▶ _Task description_:
Counting only lines below that hold "edges", give the total alone.

▶ _Data provided_:
══════════════════════════════

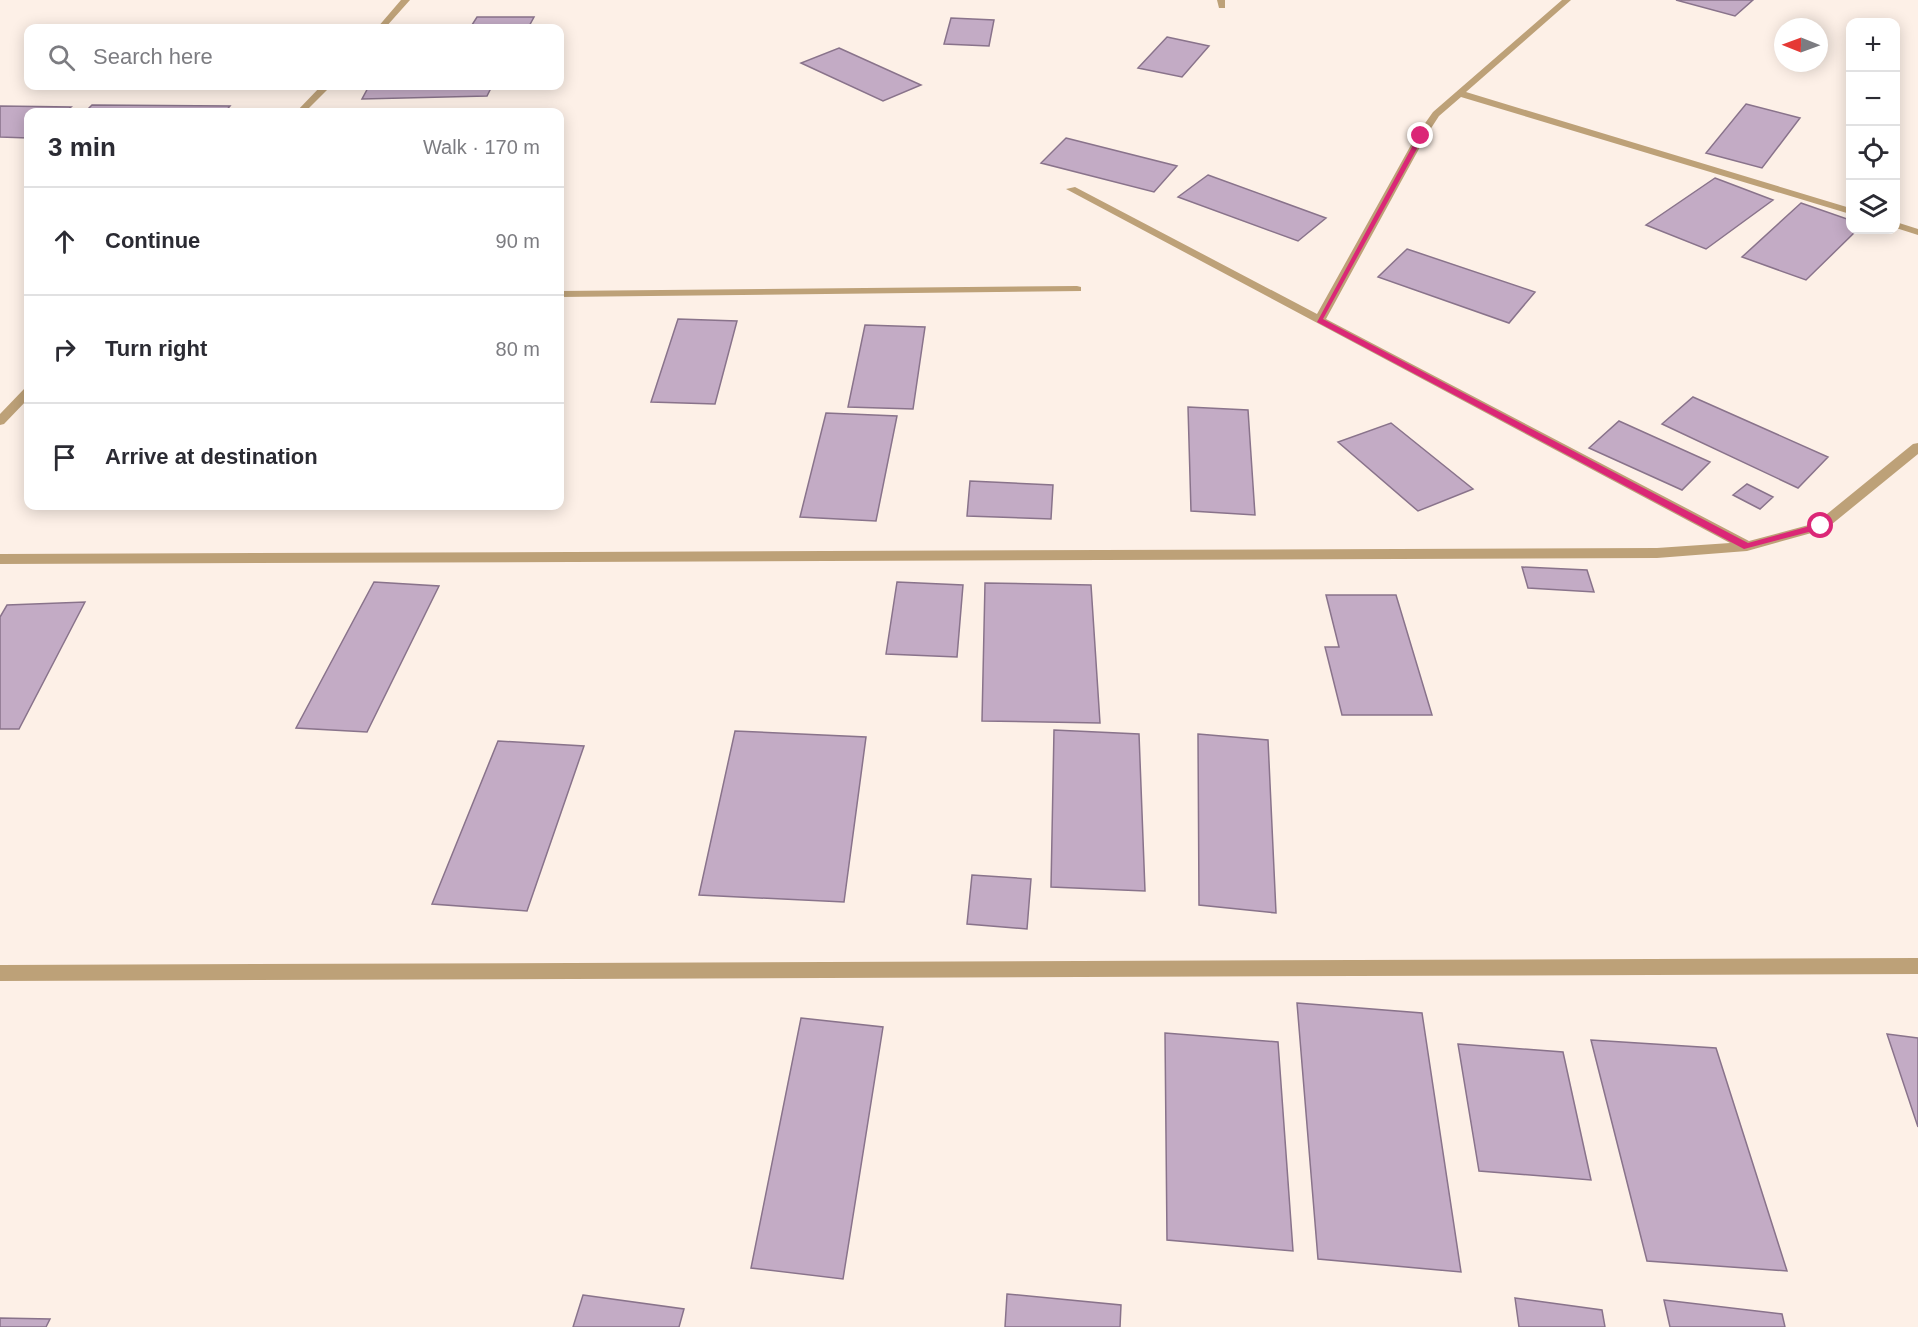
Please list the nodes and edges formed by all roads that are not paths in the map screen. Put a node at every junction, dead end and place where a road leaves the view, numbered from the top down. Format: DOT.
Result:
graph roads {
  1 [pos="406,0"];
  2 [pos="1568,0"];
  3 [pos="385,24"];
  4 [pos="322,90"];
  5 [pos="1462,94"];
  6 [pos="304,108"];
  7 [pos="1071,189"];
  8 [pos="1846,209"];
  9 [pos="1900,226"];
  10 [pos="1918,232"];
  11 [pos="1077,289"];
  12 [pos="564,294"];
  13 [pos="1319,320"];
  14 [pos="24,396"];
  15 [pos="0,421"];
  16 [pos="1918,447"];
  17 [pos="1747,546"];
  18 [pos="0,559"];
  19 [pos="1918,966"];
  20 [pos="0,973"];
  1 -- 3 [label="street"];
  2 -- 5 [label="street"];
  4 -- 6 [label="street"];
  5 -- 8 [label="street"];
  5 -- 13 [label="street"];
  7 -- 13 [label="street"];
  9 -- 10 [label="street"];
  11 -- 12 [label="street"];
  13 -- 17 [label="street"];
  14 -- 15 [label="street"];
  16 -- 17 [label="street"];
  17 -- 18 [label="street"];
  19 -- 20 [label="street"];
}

══════════════════════════════

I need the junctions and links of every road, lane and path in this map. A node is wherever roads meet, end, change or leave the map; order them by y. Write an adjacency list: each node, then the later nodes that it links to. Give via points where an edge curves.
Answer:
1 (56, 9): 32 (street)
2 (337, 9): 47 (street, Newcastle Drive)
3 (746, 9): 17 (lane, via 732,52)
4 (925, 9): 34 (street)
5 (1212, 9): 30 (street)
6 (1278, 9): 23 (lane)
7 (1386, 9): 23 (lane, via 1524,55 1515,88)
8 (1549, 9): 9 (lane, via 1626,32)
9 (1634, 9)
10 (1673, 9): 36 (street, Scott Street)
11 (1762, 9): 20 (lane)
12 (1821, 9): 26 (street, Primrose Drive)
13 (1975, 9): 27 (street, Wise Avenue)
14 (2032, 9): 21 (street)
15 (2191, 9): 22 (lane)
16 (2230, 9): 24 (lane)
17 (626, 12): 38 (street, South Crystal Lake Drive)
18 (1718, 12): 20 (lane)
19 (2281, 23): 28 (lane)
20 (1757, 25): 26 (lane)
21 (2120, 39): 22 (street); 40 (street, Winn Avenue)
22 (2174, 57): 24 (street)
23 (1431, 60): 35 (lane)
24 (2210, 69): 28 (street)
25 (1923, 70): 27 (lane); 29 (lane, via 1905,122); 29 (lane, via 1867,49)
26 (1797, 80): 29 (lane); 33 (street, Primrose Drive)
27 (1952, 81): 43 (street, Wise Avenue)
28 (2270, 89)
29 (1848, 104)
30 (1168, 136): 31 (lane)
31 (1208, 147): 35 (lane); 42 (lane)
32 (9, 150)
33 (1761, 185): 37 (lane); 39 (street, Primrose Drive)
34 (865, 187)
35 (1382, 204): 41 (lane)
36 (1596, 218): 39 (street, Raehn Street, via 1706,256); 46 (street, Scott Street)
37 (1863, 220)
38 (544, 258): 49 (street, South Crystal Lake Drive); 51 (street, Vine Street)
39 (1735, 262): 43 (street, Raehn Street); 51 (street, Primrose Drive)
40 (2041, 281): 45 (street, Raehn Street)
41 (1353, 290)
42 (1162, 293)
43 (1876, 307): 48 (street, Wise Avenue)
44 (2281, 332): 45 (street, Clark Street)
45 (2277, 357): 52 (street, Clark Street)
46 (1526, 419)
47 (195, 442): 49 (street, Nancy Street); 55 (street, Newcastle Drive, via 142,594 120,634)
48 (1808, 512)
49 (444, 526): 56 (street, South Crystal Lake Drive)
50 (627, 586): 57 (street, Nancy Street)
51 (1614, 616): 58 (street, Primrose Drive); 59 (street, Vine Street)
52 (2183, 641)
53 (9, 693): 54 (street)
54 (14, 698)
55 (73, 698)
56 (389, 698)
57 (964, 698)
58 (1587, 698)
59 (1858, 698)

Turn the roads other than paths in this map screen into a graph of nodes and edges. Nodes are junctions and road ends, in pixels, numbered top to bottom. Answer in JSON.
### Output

══════════════════════════════

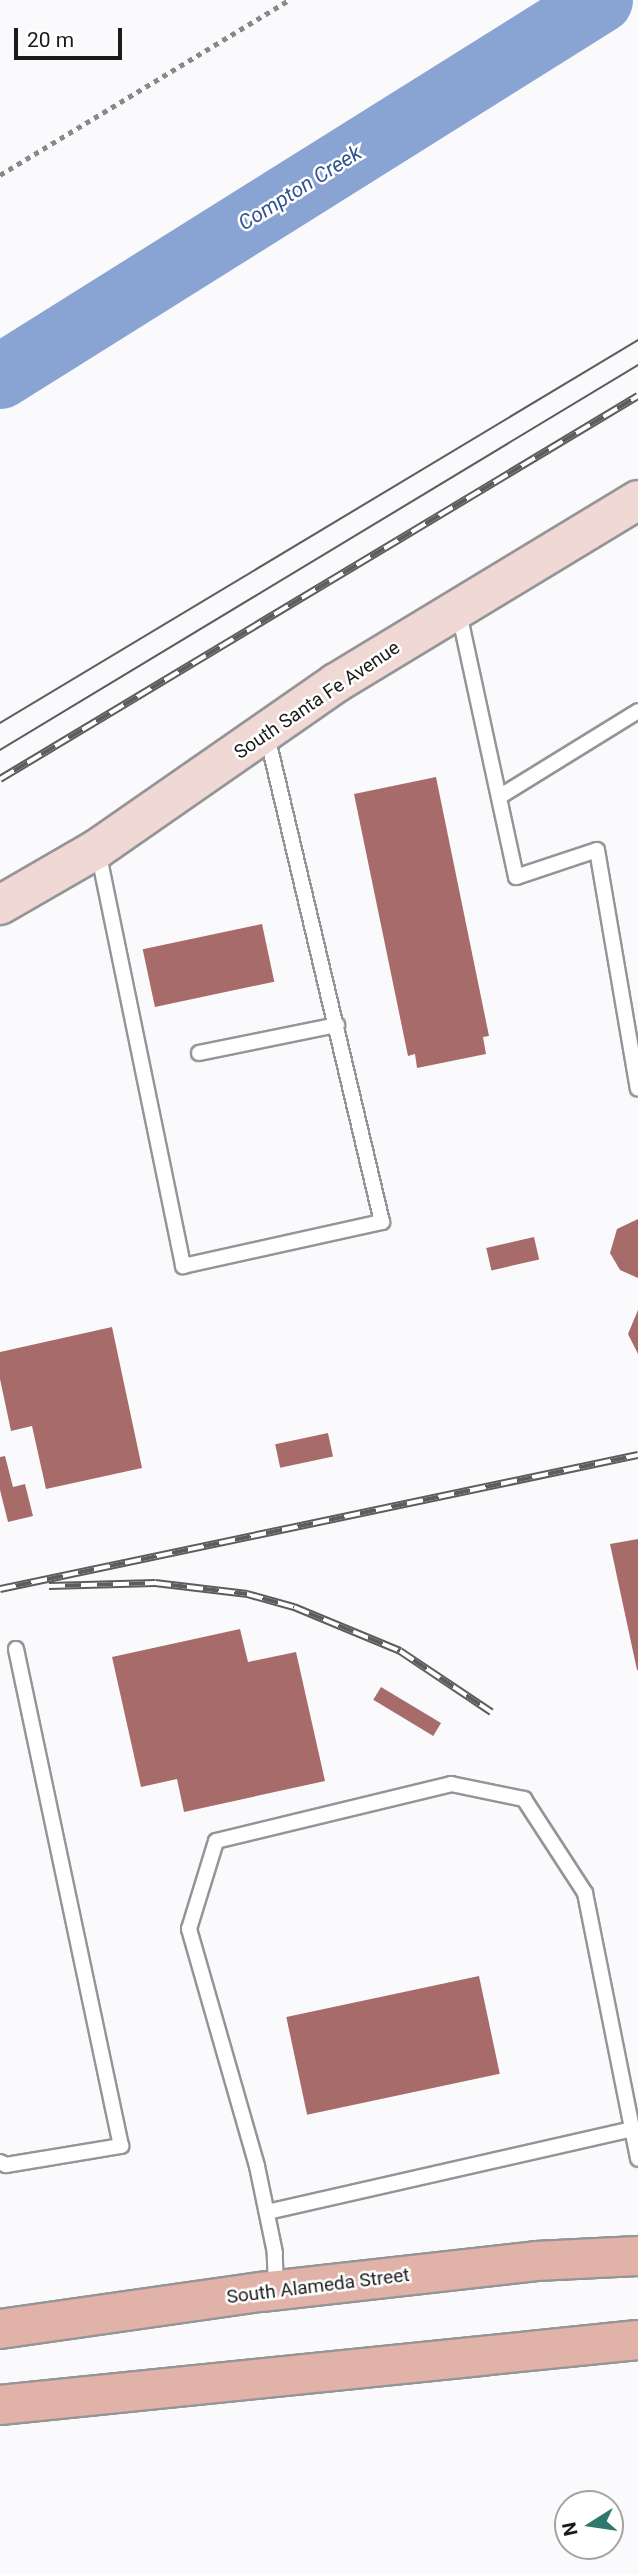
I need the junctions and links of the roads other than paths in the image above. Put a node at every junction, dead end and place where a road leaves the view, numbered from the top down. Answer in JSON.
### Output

══════════════════════════════

▶ _Your response_:
2